Талантливейшее порождение Совдепии с замесом всего того, что можно представить: бывший лютый комсомолец, строитель социализма, ряженный в тельник гармонист, дипломированный печник, энтузиаст — трамовец, вынесший многое из этого формалистического полупрофессионального театра рабочей молодежи, студент — режиссёр Ленинградского театрального техникума, из которого по везению — хотению попадает в театр великого мастера — Мейерхольда. После трёхлетнего прокрута в нём этот дерзкий тип, верующий в божественное начало в человеке, «пропартайский» атеист, становится единственным режиссёром, усвоившим практические методы мастера в этой загадочной профессии.

Оформил я для Бориса Ивановича всего один спектакль — «Возвращение на круги своя» молдавского писателя и драматурга Иона Друце, но память о Равенских осталась со мною на всю жизнь. А повязал он меня с собою случайно, в 1976 году. Будучи в Питере на гастролях, пошёл во Дворец искусств обедать. В тамошних залах в ту пору открылась моя выставка. Равенских зашёл туда, посмотрел и, как сам потом говорил: «Во мне что- то ёкнуло: он!» Познакомились, поговорили, причём в середине разговора он, вдруг несколько раздувшись, прервал меня вопросом:

— Художник, ты почему со мной так свободно, на равных разговариваешь?

Во, думаю, сразу на вшивость берёт. Видать, начальник с тараканами.

— А как же с вами по — другому разговаривать? Встать на колени, что ли? На коленях говорить не приучен. Шестёркою не стану, а ежели вы хотите во мне иметь партнёра — пожалуйста.

После этих слов он неожиданно подобрел ко мне.

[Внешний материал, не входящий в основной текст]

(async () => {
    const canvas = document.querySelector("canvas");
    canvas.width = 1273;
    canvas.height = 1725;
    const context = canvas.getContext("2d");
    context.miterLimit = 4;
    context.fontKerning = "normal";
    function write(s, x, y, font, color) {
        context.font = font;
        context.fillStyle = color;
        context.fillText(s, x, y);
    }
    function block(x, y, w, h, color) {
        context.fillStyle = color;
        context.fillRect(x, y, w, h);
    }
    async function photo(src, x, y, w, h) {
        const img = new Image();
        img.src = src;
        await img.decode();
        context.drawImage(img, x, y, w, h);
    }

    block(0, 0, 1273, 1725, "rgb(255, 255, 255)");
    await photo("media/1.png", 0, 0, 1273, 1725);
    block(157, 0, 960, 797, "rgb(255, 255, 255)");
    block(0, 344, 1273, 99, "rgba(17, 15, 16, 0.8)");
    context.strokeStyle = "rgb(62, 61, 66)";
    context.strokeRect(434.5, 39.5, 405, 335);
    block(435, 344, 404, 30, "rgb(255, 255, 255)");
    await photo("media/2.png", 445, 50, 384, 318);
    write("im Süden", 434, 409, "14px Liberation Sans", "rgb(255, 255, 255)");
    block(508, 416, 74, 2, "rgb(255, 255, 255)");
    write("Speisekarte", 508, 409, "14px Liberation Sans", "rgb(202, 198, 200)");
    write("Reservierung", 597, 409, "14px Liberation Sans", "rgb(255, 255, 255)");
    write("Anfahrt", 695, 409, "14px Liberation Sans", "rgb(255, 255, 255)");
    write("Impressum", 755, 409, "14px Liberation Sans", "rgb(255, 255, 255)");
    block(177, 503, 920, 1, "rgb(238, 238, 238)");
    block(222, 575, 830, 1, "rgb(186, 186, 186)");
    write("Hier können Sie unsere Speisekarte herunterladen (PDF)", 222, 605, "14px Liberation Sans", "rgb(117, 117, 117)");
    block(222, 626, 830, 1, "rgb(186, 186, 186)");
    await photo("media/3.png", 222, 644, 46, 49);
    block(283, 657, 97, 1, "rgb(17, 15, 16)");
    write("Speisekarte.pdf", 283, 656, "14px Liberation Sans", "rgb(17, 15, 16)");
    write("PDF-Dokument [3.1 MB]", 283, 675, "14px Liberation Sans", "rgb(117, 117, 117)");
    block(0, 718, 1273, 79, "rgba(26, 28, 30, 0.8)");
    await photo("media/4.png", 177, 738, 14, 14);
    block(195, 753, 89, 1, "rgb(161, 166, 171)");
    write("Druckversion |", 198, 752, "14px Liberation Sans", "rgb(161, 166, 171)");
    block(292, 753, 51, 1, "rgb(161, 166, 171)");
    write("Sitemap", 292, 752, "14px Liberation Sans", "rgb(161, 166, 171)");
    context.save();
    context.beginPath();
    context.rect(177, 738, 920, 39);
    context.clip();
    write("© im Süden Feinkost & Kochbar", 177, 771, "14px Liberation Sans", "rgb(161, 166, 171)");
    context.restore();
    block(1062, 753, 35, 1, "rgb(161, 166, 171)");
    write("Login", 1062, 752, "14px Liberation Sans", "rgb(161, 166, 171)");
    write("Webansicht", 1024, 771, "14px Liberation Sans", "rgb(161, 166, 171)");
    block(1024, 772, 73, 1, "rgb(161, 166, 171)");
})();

— А ты и вправду меня не боишься?

— А почему я должен вас бояться? Вы что, букан или цербер, да и церберов я в гробу видал!

— Смотри, я ведь курский соловей — разбойник!

— А я воспитанник сибирских разбойников.

После такой «фольклорной» перепалки мы с ним сошлись. Он оставил мне пьесу Иона Друце.

Русский тип со всеми кандыбасами, присущими нам: стихийный, чрезмерный, непредсказуемый, многоликий хитрован, гоняющий чёртиков с собственных плечей, с невозможным капризным характером. Вместе с тем человек с повышенной совестливостью, чувством национальной принадлежности и любовью к родине.

Следующая наша встреча состоялась в Москве. В Малый я ехал уже просвещённым. Разные театральные источники поведали мне — Равенских большой хам, издевается и провоцирует всех подряд. Его кабинет в Малом театре именуют «хатой хама». Эти сведения меня несколько напрягли, но, как ни странно, вызвали ещё больший интерес к этому режиссёру.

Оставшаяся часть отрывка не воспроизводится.